Former American Bankers Association Chair Laurie Stewart today called for policymakers to revisit the credit union tax exemption, which is estimated by Treasury to total nearly $25 billion in lost revenue by 2031. Stewart—who is president and CEO of Sound Community Bank in Seattle—emphasized that while there are still “some very small, quintessential credit unions that are operating as designed,” the majority of credit unions “have graduated to be banks” and should be taxed accordingly.
Stewart recounted her own experience in converting her institution from a credit union to a bank—which it did as part of a strategy to offer products and services to the community that were at the time beyond the scope of credit union activities. Originally, the institution was sponsored by a cooperative grocery wholesaler, and its clients shared a common bond—a key element of the credit union charter. However, Stewart noted that for her institution and many others, those dynamics changed over time, and today, many tax-advantaged credit unions compete directly with taxpaying banks.

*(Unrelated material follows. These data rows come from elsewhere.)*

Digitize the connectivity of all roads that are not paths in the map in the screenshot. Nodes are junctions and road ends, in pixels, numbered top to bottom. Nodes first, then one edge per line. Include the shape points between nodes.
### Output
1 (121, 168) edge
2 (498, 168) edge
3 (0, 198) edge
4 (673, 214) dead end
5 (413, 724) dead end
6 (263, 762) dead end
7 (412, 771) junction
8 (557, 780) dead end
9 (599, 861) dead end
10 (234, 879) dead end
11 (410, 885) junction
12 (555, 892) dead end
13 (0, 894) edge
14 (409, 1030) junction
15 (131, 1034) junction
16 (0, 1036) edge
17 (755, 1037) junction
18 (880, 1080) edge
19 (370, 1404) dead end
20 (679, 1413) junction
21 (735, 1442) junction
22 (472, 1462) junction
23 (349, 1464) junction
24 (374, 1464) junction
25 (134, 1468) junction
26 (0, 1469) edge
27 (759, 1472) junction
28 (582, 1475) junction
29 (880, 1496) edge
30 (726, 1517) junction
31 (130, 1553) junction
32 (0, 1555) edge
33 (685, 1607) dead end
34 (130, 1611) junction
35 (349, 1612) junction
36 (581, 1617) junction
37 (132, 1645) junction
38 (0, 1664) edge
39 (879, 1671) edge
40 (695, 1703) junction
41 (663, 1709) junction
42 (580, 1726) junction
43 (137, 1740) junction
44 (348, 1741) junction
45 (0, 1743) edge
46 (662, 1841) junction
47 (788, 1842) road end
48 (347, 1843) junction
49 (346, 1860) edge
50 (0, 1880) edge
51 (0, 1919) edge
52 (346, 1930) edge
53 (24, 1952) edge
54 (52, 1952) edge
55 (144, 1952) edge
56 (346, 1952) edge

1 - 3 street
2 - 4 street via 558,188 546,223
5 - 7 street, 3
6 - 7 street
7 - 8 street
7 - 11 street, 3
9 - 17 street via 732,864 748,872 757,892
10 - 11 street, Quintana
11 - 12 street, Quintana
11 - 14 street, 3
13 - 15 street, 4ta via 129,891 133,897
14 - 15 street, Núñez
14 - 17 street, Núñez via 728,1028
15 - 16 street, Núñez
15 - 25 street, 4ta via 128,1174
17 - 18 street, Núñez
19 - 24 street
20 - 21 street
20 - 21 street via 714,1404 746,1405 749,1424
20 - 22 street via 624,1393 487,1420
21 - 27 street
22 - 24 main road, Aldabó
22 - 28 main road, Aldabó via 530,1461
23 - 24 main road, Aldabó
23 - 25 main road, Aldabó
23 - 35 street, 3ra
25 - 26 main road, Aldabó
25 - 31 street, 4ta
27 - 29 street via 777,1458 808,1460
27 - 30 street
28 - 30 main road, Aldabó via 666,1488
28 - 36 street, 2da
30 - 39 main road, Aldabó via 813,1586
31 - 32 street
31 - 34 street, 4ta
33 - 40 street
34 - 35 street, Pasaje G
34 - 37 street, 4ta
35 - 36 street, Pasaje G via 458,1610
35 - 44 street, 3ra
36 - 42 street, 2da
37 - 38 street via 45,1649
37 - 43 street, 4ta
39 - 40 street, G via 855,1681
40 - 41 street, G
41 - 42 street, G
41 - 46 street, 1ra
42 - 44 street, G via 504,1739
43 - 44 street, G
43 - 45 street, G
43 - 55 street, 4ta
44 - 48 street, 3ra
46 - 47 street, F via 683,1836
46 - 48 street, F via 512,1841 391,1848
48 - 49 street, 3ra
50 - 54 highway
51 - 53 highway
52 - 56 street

“As that common bond goes away and we’re all doing business in the same environment, [if]credit unions are cultivating the same customers that [banks are]cultivating—and in fact more affluent customers in many cases—then we don’t have that ability, that unique field-of-membership, common bond that supported the tax deduction,” Stewart said. “I would encourage Congress to shine a light on the entire industry and really understand what credit unions are doing, at what levels, when they look like banks, when they don’t look like banks and then move to a rational form of taxation, leaving a not-for-profit exemption for true non-for-profits.”